§ **Task instructions**
Below is a listing; write it out exactly and drop any images from it.

§ **Recorded information**
Segment Open

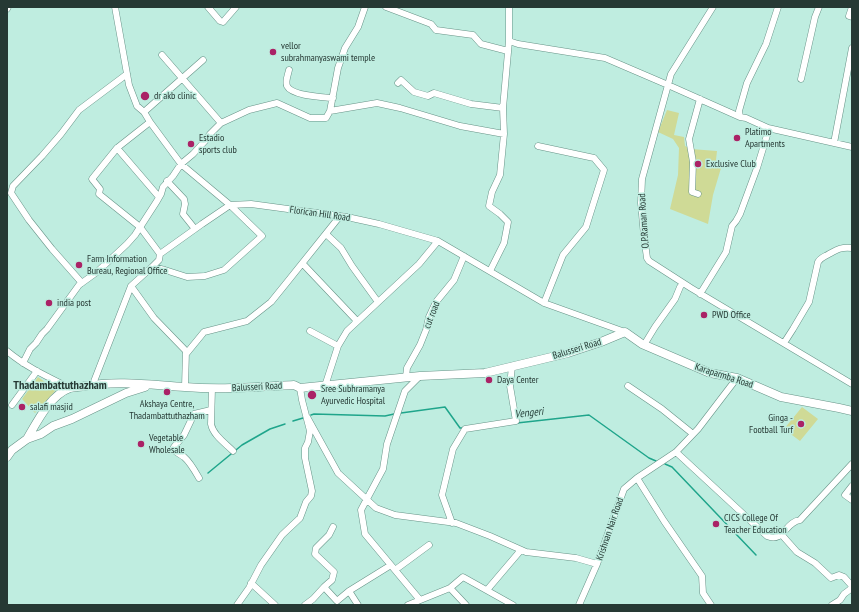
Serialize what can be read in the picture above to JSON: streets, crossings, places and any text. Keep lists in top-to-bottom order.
{
  "streets": {
    "main road": ["Balusseri Road", "Karaparmba Road"],
    "street": [
      "Florican Hill Road",
      "O.P.Raman Road",
      "cut road",
      "Krishnan Nair Road"
    ]
  },
  "crossings": [
    ["Florican Hill Road", "cut road"],
    ["Florican Hill Road", "Balusseri Road"],
    ["Florican Hill Road", "Karaparmba Road"],
    ["cut road", "Balusseri Road"],
    ["Balusseri Road", "Karaparmba Road"],
    ["Karaparmba Road", "Krishnan Nair Road"]
  ],
  "districts": ["Thadambattuthazham"],
  "water": ["Vengeri"],
  "places": [
    "vellor subrahmanyaswami temple",
    "dr akb clinic",
    "Platimo Apartments",
    "Estadio sports club",
    "Exclusive Club",
    "Farm Information Bureau, Regional Office",
    "india post",
    "PWD Office",
    "Daya Center",
    "Akshaya Centre, Thadambattuthazham",
    "Sree Subhramanya Ayurvedic Hospital",
    "salafi masjid",
    "Ginga - Football Turf",
    "Vegetable Wholesale",
    "CICS College Of Teacher Education"
  ]
}
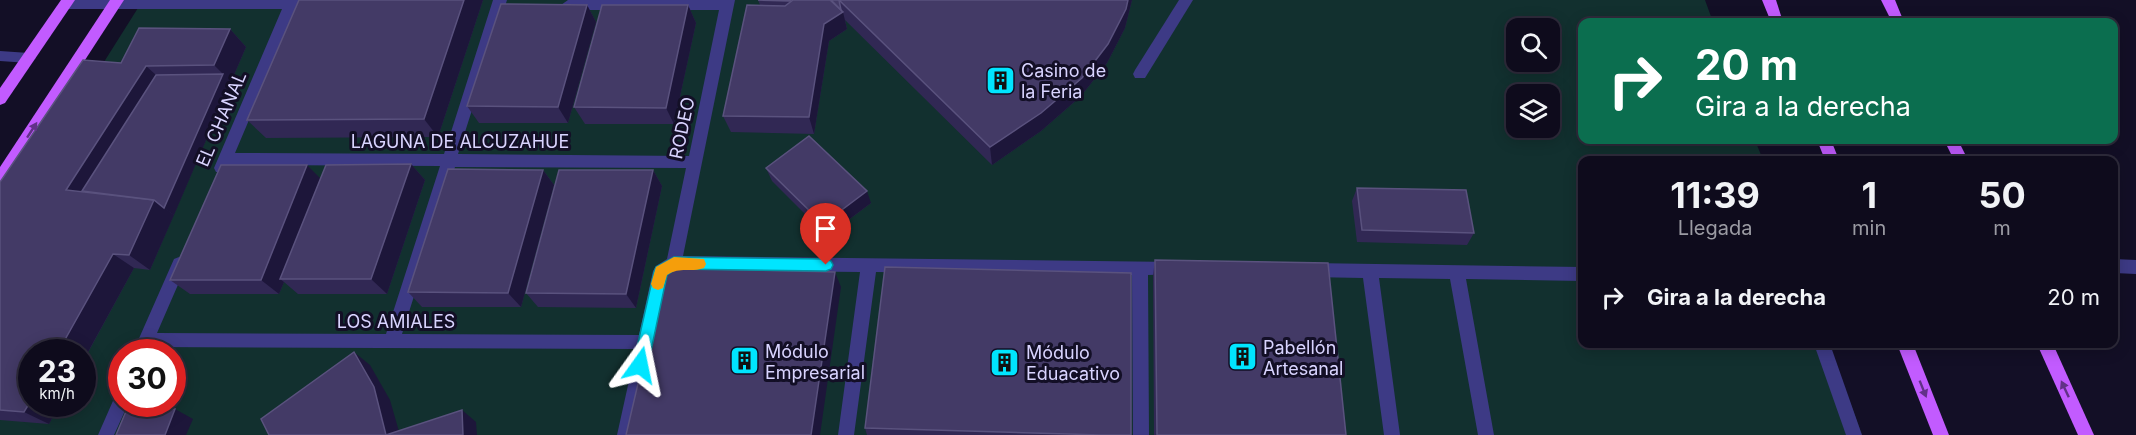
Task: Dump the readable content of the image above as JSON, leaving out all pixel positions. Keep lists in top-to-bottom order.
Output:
{
  "streets": {
    "street": [
      "EL CHANAL",
      "RODEO",
      "LAGUNA DE ALCUZAHUE",
      "LOS AMIALES"
    ]
  },
  "crossings": [
    ["EL CHANAL", "LAGUNA DE ALCUZAHUE"],
    ["RODEO", "LAGUNA DE ALCUZAHUE"],
    ["RODEO", "LOS AMIALES"]
  ],
  "places": {
    "building": [
      "Casino de la Feria",
      "Pabellón Artesanal",
      "Módulo Empresarial",
      "Módulo Eduacativo"
    ]
  },
  "page": {
    "turn": ["20 m", "Gira a la derecha"],
    "eta": [
      "11:39",
      "Llegada",
      "1",
      "min",
      "50",
      "m"
    ],
    "list": [
      {
        "name": "Gira a la derecha",
        "value": "20 m"
      }
    ],
    "speed": "23 km/h",
    "limit": "30"
  }
}
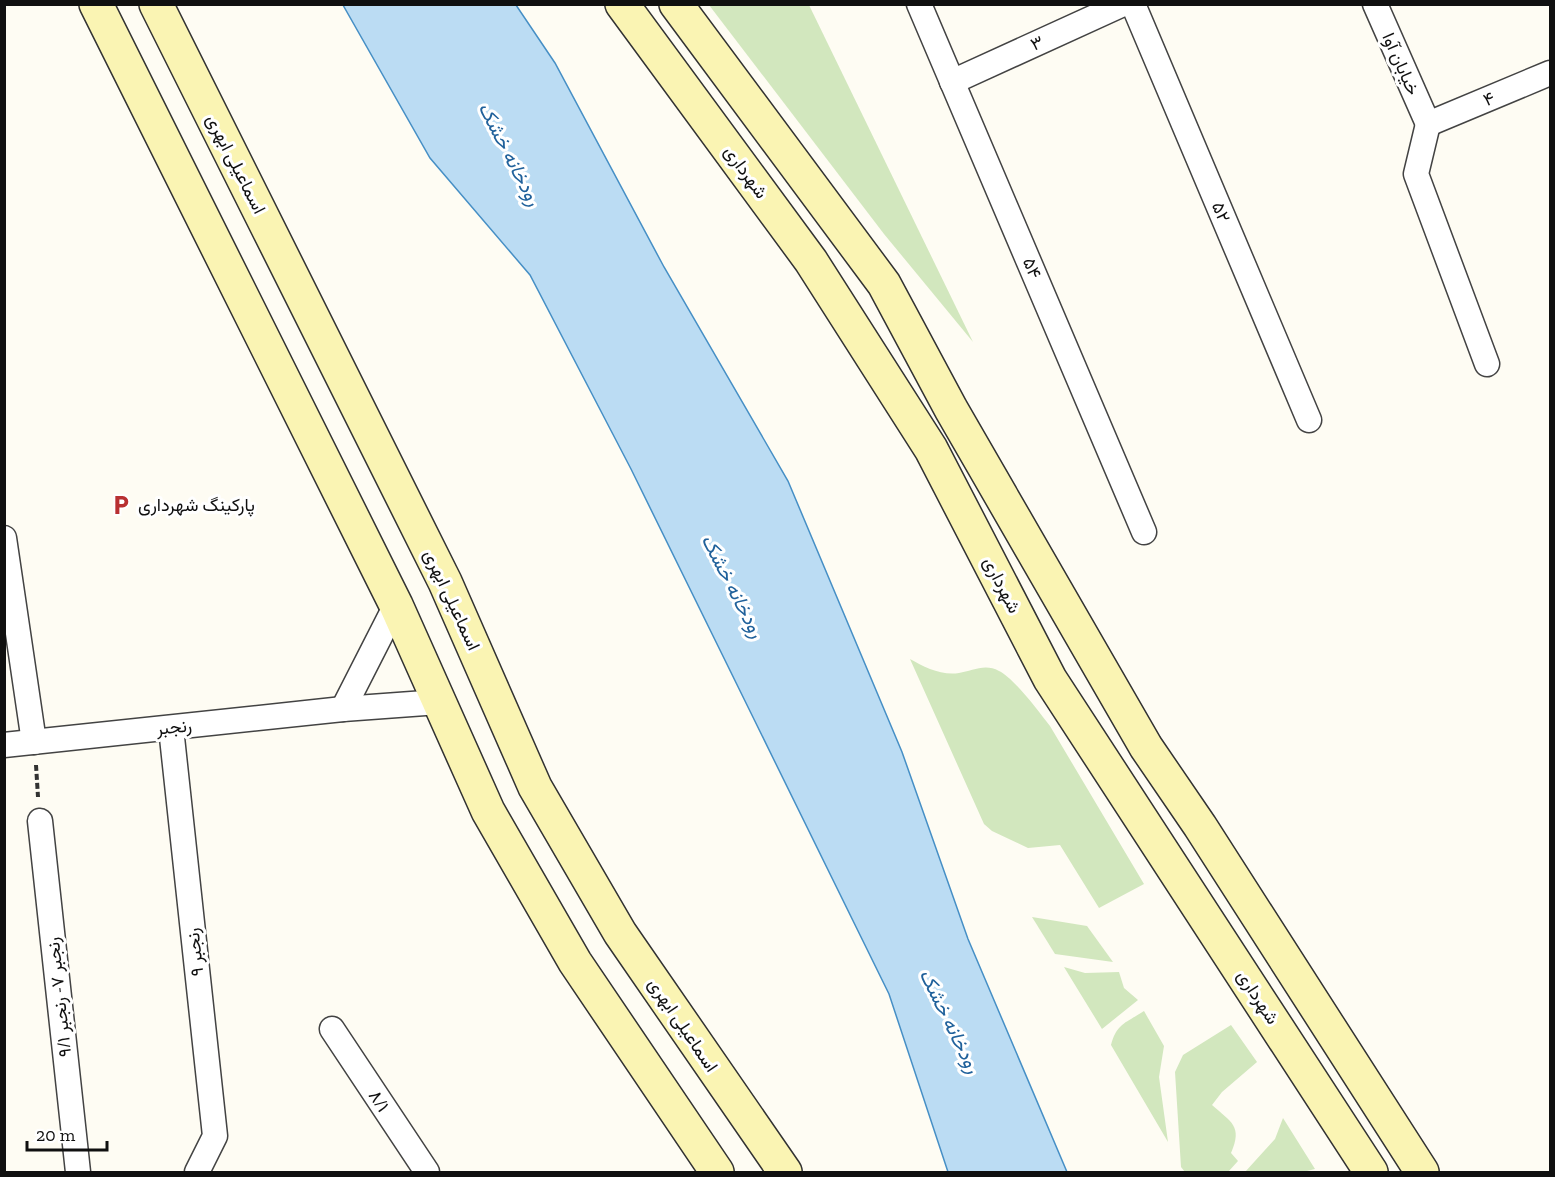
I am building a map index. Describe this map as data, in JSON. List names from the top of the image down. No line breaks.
{"streets":{"street":["۳","خیابان آوا","۴","اسماعیلی ابهری","شهرداری","۵۲","۵۴","رنجبر","رنجبر ۹","رنجبر ۷- رنجبر ۹/۱","۸/۱"]},"crossings":[["۳","۵۴"],["خیابان آوا","۴"],["رنجبر","رنجبر ۹"]],"water":["رودخانه خشک"],"places":{"parking":["پارکینگ شهرداری"]},"scale_bar":"20 m"}
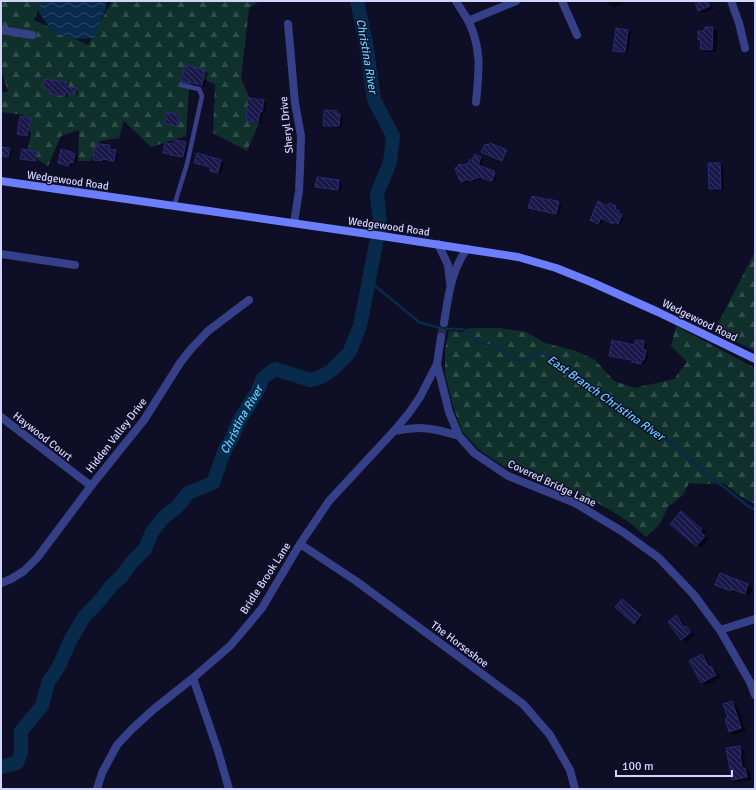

Segment Closed

§ **Output for this exercise**
Serialize what can be read in the picture above to JSON: streets, crossings, places and any text. Keep lists in top-to-bottom order.
{
  "streets": {
    "main road": ["Balusseri Road", "Karaparmba Road"],
    "street": [
      "Florican Hill Road",
      "O.P.Raman Road",
      "cut road",
      "Krishnan Nair Road"
    ]
  },
  "crossings": [
    ["Florican Hill Road", "cut road"],
    ["Florican Hill Road", "Balusseri Road"],
    ["Florican Hill Road", "Karaparmba Road"],
    ["cut road", "Balusseri Road"],
    ["Balusseri Road", "Karaparmba Road"],
    ["Karaparmba Road", "Krishnan Nair Road"]
  ],
  "districts": ["Thadambattuthazham"],
  "water": ["Vengeri"],
  "places": [
    "vellor subrahmanyaswami temple",
    "dr akb clinic",
    "Platimo Apartments",
    "Estadio sports club",
    "Exclusive Club",
    "Farm Information Bureau, Regional Office",
    "india post",
    "PWD Office",
    "Daya Center",
    "Akshaya Centre, Thadambattuthazham",
    "Sree Subhramanya Ayurvedic Hospital",
    "salafi masjid",
    "Ginga - Football Turf",
    "Vegetable Wholesale",
    "CICS College Of Teacher Education"
  ]
}
Task: Dump the readable content of the image above as JSON, leaving out all pixel positions. Keep lists in top-to-bottom order.
Output:
{
  "streets": {
    "street": [
      "EL CHANAL",
      "RODEO",
      "LAGUNA DE ALCUZAHUE",
      "LOS AMIALES"
    ]
  },
  "crossings": [
    ["EL CHANAL", "LAGUNA DE ALCUZAHUE"],
    ["RODEO", "LAGUNA DE ALCUZAHUE"],
    ["RODEO", "LOS AMIALES"]
  ],
  "places": {
    "building": [
      "Casino de la Feria",
      "Pabellón Artesanal",
      "Módulo Empresarial",
      "Módulo Eduacativo"
    ]
  },
  "page": {
    "turn": ["20 m", "Gira a la derecha"],
    "eta": [
      "11:39",
      "Llegada",
      "1",
      "min",
      "50",
      "m"
    ],
    "list": [
      {
        "name": "Gira a la derecha",
        "value": "20 m"
      }
    ],
    "speed": "23 km/h",
    "limit": "30"
  }
}
I am building a map index. Describe this map as data, in JSON. List names from the top of the image down. No line breaks.
{"streets":{"street":["۳","خیابان آوا","۴","اسماعیلی ابهری","شهرداری","۵۲","۵۴","رنجبر","رنجبر ۹","رنجبر ۷- رنجبر ۹/۱","۸/۱"]},"crossings":[["۳","۵۴"],["خیابان آوا","۴"],["رنجبر","رنجبر ۹"]],"water":["رودخانه خشک"],"places":{"parking":["پارکینگ شهرداری"]},"scale_bar":"20 m"}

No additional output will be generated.